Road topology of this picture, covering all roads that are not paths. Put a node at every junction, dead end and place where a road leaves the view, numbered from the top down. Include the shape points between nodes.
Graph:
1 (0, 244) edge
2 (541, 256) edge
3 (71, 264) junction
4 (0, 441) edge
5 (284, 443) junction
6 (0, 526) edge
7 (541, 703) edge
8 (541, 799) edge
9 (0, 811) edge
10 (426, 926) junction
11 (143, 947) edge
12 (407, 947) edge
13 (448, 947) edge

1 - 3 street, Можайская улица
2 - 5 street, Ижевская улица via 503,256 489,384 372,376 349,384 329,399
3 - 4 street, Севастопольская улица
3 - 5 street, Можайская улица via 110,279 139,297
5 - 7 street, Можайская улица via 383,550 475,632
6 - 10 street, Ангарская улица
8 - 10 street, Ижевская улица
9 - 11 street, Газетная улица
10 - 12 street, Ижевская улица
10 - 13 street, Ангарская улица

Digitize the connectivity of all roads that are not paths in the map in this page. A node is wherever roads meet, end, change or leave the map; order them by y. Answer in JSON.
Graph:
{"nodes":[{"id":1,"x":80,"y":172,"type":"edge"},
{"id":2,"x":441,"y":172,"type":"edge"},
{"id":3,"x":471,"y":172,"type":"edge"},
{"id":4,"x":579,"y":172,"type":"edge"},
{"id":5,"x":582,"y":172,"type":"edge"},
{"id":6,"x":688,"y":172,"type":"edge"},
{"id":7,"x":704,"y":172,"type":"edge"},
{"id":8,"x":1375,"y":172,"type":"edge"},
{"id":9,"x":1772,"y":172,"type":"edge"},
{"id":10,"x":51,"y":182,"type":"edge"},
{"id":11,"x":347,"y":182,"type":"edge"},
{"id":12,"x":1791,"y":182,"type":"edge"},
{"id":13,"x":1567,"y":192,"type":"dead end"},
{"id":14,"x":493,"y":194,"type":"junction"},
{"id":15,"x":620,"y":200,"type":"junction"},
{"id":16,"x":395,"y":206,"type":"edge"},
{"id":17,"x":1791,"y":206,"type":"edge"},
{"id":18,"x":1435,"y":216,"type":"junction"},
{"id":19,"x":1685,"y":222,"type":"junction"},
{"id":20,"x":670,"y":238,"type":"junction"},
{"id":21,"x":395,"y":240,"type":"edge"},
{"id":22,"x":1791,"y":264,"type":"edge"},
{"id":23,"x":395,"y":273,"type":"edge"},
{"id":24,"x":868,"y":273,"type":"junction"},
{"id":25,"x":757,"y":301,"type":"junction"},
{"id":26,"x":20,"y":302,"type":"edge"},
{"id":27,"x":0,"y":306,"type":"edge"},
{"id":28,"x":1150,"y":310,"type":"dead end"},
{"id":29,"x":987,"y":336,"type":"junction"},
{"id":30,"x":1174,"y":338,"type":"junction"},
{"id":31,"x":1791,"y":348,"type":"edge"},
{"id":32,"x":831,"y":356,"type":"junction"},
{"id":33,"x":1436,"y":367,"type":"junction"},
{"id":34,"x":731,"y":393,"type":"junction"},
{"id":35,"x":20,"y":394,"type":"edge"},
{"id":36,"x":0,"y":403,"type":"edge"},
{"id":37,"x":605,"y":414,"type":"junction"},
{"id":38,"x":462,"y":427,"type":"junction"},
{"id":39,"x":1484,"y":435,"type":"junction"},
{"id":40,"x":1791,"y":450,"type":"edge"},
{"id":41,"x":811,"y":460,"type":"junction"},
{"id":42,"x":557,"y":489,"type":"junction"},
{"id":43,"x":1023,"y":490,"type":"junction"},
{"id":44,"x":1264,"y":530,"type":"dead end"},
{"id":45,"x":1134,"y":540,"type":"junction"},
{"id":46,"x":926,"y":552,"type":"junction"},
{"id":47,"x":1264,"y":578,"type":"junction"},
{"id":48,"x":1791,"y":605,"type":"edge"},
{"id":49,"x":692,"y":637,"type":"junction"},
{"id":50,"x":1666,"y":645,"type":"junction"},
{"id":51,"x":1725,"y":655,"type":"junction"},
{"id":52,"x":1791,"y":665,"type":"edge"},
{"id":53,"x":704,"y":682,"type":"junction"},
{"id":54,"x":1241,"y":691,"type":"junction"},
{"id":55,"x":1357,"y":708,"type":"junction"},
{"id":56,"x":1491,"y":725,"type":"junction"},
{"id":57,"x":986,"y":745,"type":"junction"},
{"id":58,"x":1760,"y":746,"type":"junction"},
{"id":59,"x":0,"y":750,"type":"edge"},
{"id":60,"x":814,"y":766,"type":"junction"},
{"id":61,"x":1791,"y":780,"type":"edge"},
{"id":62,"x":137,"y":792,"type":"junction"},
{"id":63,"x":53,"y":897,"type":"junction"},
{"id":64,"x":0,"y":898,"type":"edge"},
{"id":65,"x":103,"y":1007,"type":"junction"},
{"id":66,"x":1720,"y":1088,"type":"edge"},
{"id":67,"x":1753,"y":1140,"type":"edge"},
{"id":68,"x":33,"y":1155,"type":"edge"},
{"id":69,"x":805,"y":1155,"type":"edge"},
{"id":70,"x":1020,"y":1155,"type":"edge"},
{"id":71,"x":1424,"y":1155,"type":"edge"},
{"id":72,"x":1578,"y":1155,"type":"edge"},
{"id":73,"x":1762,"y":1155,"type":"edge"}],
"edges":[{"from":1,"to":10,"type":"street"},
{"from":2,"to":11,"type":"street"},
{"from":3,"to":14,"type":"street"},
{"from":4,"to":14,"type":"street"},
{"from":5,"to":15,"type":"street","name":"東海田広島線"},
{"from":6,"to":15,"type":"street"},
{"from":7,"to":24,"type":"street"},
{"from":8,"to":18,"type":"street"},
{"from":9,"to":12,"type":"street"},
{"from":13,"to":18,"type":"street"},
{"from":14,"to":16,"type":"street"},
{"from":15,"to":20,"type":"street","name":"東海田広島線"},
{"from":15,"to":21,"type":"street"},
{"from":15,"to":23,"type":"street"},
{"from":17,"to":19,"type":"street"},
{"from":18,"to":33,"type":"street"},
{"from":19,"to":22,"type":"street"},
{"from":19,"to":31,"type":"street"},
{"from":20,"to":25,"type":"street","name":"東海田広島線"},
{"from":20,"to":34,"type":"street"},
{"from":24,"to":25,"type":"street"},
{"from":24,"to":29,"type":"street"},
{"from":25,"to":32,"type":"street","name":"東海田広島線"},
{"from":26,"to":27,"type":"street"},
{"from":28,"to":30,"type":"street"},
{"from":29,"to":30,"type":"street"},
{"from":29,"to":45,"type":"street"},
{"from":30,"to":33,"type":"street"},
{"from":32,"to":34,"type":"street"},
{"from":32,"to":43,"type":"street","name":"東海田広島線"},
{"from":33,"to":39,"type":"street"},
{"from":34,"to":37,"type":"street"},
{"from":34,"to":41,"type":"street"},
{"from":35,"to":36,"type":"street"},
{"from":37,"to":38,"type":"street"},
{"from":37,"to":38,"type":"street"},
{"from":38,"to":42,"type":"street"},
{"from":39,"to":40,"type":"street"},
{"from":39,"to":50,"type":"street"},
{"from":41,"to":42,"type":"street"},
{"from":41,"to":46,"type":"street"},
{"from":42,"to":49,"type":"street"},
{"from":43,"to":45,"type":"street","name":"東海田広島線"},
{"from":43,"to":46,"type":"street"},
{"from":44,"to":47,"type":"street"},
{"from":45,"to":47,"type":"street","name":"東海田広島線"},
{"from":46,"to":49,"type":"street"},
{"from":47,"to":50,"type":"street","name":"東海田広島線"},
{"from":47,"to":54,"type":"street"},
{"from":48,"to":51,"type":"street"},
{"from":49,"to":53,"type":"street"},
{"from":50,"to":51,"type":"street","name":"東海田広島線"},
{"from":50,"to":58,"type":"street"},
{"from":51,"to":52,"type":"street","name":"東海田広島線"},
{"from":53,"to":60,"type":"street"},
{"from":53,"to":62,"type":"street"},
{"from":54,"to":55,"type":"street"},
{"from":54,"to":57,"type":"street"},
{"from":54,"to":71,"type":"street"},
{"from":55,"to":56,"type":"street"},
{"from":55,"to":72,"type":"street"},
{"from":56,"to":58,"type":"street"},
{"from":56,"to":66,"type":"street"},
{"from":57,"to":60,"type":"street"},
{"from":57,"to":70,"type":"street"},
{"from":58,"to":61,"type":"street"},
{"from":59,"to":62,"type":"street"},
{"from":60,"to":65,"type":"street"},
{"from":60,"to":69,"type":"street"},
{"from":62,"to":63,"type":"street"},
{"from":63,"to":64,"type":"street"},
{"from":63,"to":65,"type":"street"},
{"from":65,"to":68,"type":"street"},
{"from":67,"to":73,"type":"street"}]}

━━━━━━━━━━━━━━━━━━━━

## Work to complete
This exercise requires the lines of the entries containing the string "that".

## Finished task
Road topology of this picture, covering all roads that are not paths. Put a node at every junction, dead end and place where a road leaves the view, numbered from the top down. Include the shape points between nodes.
Digitize the connectivity of all roads that are not paths in the map in this page. A node is wherever roads meet, end, change or leave the map; order them by y. Answer in JSON.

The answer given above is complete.